Generation Z — millennials’ younger brothers and sisters — are increasingly finding their voices in the Trump era, expanding media-savvy campaigns for racial equality and gun control to encompass climate change. A group of high school students are now planning a nationwide series of climate marches on July 21, when they will confront lawmakers in Washington, D.C., with a list of their demands for a livable climate.
“I’d say I do about three hours of conference calls every single day,” says the lead organizer of the march, Jamie Margolin, a 16-year-old high school sophomore in Seattle. “I’m not new to the climate activism world.”
It’s true. Margolin is one of 13 young plaintiffs suing Washington state government for not taking sufficient action to address climate change. She frequently spends lunches answering emails instead of hanging out with friends. And the Seattle teen is not an anomaly: Statistically, young women of color like Margolin are the demographic most engaged on climate issues.
Margolin started planning the upcoming climate march, which she calls “Zero Hour,” last August, after the Trump administration announced its plans to withdraw from the Paris climate agreement. She recruited Mrinalini Chakraborty, head of strategy for the national Women’s March, to help the students file for permits and plan logistics. Now, the organizing committee includes dozens of youth from Connecticut to California. The official website for the march launched last week.

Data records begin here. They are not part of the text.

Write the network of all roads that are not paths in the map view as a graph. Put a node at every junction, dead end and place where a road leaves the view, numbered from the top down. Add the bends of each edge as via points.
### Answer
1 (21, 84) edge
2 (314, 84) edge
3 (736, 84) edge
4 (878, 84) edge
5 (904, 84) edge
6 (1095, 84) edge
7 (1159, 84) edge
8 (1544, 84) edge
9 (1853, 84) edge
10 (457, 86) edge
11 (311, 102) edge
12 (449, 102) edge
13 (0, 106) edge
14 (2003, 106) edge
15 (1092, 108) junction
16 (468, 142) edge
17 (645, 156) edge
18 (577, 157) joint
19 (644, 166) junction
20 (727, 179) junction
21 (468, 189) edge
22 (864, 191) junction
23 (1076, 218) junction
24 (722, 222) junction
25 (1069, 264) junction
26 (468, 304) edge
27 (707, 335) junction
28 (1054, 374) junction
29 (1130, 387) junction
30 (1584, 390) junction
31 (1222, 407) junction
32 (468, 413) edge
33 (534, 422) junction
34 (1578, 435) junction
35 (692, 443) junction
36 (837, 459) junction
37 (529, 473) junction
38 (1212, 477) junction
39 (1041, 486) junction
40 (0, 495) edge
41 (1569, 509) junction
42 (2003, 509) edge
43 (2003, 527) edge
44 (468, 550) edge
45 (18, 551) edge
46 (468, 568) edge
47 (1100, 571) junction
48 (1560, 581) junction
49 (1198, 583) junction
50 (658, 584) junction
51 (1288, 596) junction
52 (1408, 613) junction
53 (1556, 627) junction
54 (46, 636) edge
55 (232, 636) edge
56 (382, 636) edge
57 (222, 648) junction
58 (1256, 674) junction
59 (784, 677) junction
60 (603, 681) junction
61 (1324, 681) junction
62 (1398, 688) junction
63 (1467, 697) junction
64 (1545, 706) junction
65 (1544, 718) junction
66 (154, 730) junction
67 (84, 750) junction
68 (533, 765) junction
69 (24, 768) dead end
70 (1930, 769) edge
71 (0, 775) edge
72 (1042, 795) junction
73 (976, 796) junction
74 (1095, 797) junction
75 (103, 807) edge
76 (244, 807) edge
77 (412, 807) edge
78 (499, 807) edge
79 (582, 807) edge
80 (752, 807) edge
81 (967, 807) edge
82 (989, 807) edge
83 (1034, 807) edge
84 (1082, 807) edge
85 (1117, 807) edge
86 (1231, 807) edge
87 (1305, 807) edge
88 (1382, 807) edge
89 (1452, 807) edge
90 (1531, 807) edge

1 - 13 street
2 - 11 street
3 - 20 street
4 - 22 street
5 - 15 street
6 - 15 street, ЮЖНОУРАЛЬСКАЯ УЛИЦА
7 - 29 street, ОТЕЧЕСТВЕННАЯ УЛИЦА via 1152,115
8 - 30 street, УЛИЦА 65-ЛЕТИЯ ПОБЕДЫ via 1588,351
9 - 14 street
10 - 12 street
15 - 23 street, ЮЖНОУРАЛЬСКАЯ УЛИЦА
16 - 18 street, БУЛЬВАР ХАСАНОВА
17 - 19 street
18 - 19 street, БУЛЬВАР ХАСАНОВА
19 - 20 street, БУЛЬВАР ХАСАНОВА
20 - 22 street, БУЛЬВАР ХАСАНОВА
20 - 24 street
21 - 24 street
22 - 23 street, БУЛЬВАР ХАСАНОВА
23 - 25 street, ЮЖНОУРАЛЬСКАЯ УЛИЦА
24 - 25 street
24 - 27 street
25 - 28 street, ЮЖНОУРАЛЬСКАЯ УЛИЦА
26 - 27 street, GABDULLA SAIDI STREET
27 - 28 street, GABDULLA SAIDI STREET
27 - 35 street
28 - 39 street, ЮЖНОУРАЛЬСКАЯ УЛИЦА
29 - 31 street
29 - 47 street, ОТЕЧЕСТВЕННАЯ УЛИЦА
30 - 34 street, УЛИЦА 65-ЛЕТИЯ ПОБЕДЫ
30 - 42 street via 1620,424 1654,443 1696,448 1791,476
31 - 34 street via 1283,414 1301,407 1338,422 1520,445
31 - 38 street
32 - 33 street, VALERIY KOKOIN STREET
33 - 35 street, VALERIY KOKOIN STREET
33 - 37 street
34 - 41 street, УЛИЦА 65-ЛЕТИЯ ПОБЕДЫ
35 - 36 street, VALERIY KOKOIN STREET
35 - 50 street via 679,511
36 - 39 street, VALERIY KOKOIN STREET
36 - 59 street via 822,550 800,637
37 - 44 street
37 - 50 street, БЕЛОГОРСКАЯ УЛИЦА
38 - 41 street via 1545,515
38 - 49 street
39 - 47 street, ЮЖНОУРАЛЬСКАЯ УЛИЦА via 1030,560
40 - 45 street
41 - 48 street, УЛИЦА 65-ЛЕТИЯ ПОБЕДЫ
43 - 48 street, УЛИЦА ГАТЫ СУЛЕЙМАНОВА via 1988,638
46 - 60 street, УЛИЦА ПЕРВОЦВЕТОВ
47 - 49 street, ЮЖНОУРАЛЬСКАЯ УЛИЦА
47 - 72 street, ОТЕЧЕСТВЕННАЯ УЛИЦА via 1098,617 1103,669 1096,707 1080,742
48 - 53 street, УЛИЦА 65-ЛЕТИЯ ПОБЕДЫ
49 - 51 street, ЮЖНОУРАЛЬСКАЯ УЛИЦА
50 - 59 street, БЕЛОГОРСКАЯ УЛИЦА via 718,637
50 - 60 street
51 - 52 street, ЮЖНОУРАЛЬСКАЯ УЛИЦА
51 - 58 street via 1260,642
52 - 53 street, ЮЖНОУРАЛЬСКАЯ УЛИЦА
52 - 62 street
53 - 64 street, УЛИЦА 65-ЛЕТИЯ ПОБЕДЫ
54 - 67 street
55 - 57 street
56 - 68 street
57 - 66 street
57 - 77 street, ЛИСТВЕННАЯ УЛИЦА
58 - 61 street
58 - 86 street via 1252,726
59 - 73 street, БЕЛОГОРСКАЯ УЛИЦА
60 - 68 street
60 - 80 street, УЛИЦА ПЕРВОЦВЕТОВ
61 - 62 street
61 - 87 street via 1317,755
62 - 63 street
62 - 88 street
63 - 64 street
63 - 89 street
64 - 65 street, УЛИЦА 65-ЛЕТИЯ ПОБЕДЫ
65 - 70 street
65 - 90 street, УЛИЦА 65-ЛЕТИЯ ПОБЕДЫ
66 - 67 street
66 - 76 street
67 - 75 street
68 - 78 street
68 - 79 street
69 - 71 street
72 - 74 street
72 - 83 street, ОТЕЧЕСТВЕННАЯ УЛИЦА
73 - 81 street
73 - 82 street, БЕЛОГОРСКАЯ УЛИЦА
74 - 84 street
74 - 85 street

Now, the group is drawing inspiration from the teen-led movement for federal gun control in the wake of the school shooting in Parkland, Florida. Margolin was particularly impressed when the Parkland students confronted lawmakers about accepting money from the NRA — which produced some predictably awkward stammers. Her team is considering making similar demands for politicians to refuse money from the fossil fuel industry.
The fervor of Parkland activists as they take their fight to national and state officials gives Margolin confidence that Zero Hour is on the right track, she says. For her, her youth and gender are natural assets in the fight against climate change. “I’m a 16-year-old Latina girl,” she says, “I can help.”
Despite the recent uptick of attention, youth environmental activism isn’t new. There have been youth factions at the United Nations’ annual climate conference, for example, since the beginning of that process nearly 30 years ago. And over the past week, I’ve heard from dozens of young people from around the country who want to see more aggressive climate action.
Therese Etoka, a 17-year-old climate activist from Boise, Idaho, grew up with an awareness about the increasing frequency of wildfires. She now focuses on making actionable demands from those in power, including (successfully) testifying before the Idaho State Senate in support of stricter classroom science standards, on the day of the Parkland shooting. She sees the similarities between NRA and Exxon influencing policy, and sees it as her job to speak up before it’s too late: “This cannot be normal. We’ve had it.”
Edgar McGregor, also 17, often tweets about his anxiety from living in drought-prone southern California. He has been teaching himself climate science to understand what might be in store for his home state in the future.
“Teenagers like me have often wondered how to combat climate change,” McGregor recently tweeted. But he believes activism alone no longer works: “The ones who are speaking out must be the ones that change … and do the work themselves.”
It seems as though fearlessness among teenagers who haven’t yet reached voting age is one symptom of the cultural and environmental anxieties their generation is steeped in. Scientists agree that the world is fast approaching — and perhaps already past — key climate turning points, and that actions in the next few years will have centuries-long ripple effects. Combine that near-inevitability of radical environmental change with a federal government that holds climate denial as an official position — and you’ve got a generation that accepts radical political change as the only reasonable option.
“The powerful thing about youth is that I don’t have a hidden agenda,” says Margolin. By default, teenagers’ only vested interest is their future. “I don’t get paid for this, I’m not lobbying on behalf of anybody. I’m only doing this because it feels so urgent.”
As Margolin watched the students from Parkland make bold and unflinching demands for a world that values their safety, disregarding both the conservatives who double down on thoughts and prayers and the older liberals who say they’ve seen this fight before, she saw the common ground clearly.
“The Parkland youth are asking for their right to live without the fear of gun violence, and we’re asking to live without climate chaos, and without that fear,” Margolin says. “We’re both just asking to live.”